Dans un autre scénario, si le stock de capital et la PTF devaient converger et que la participation des femmes au marché du travail (PFMT) atteignait l’objectif du NMD, le Maroc réaliserait son objectif de doublement du PIB par habitant en 13 ans. Dans ce scénario, le taux global de participation au marché du travail augmente en moyenne de 1,5 point de pourcentage au cours des 13 prochaines années et celui des femmes passe de 22 aujourd’hui à 45% en 2035. Le stock de capital augmente à un taux annuel de 6,9% et la croissance de la PTF atteint en moyenne 2,1%. Dans ce scénario, le PIB augmente de 7,3% par an et le PIB par habitant croît de près de 110% d’ici 2035. Pour la BM, ces chiffres laissent supposer que des politiques réussies d’augmentation de la participation des femmes au marché du travail pourraient non seulement réduire les disparités de genre, autonomiser les femmes et améliorer leur bien-être, mais devenir également un important moteur de croissance.
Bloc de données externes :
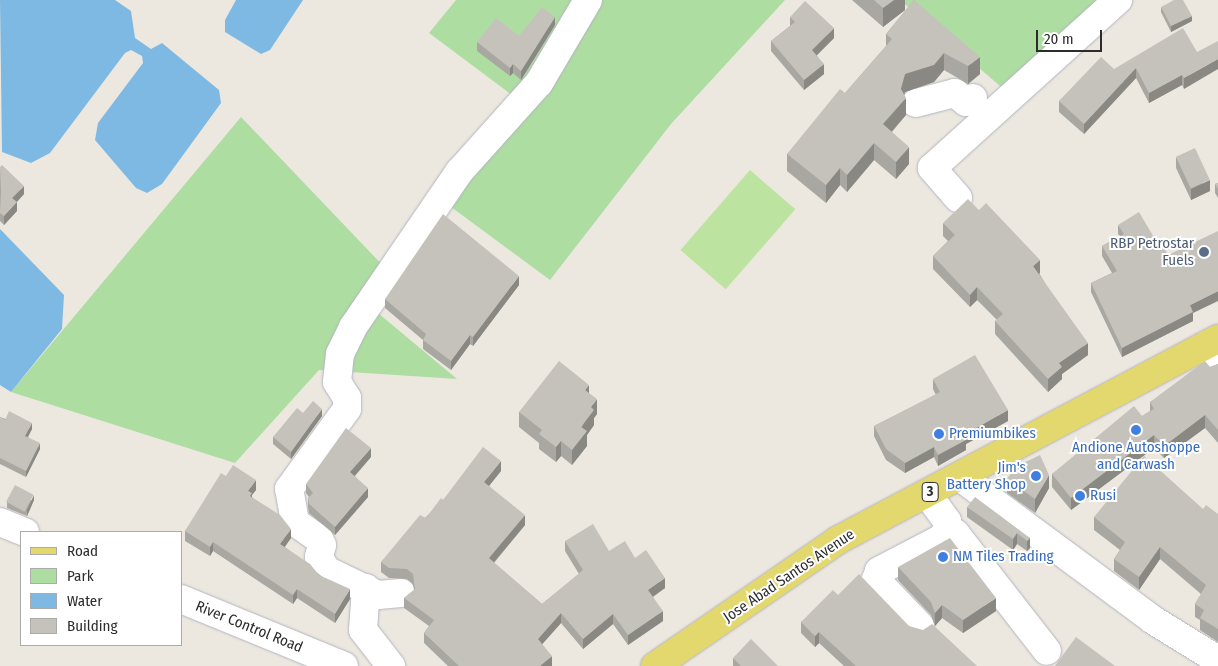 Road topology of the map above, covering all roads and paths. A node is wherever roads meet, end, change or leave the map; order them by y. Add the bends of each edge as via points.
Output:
1 (588, 0) edge
2 (1118, 0) edge
3 (975, 98) junction
4 (916, 103) dead end
5 (958, 198) dead end
6 (1214, 348) edge
7 (960, 477) junction
8 (927, 493) junction
9 (0, 522) edge
10 (948, 528) junction
11 (22, 531) edge
12 (366, 588) junction
13 (401, 593) dead end
14 (182, 599) edge
15 (920, 626) dead end
16 (1047, 651) dead end
17 (1218, 660) edge
18 (344, 666) edge
19 (391, 666) edge
20 (655, 666) edge

1 - 12 street via 539,83 460,171 404,250 389,279 353,327 340,354 337,382 347,398 346,409 300,471 289,490 289,504 295,522 320,539 321,565
2 - 3 street
3 - 4 street via 966,102 955,93
3 - 5 street via 932,168
6 - 7 main road, Jose Abad Santos Avenue / 3
7 - 8 main road, Jose Abad Santos Avenue / 3
7 - 17 street via 1153,620
8 - 10 street via 947,521
8 - 20 main road, Jose Abad Santos Avenue / 3 via 838,540
9 - 11 street
10 - 15 street via 942,538 876,575 876,580
10 - 16 street
12 - 13 street via 378,595
12 - 19 street via 363,630
14 - 18 street, River Control Road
Si, de surcroît, l’accumulation de capital humain devait s’accélérer, le Royaume dépasserait même l’objectif du NMD. Dans cette simulation, le rythme d’allongement de la durée de scolarité s’accélère, ce qui pourrait se produire si les autorités réussissent à faciliter la transition de l’éducation à la vie active, particulièrement difficile aujourd’hui au Maroc bien que les jeunes aient en moyenne un meilleur profil éducatif que leurs aînés. Dans ce scénario, la croissance du PIB augmente de 7,7% par an et se traduit par une augmentation de 120% du revenu par habitant, dépassant l’objectif du NMD. Ce résultat montre l’ampleur potentielle de l’impact d’un effort de réforme multidimensionnel, s’il parvenait simultanément à augmenter l’investissement privé, à stimuler la productivité, à favoriser l’inclusion des femmes et des jeunes sur le marché du travail, et à améliorer le stock moyen de capital humain par travailleur.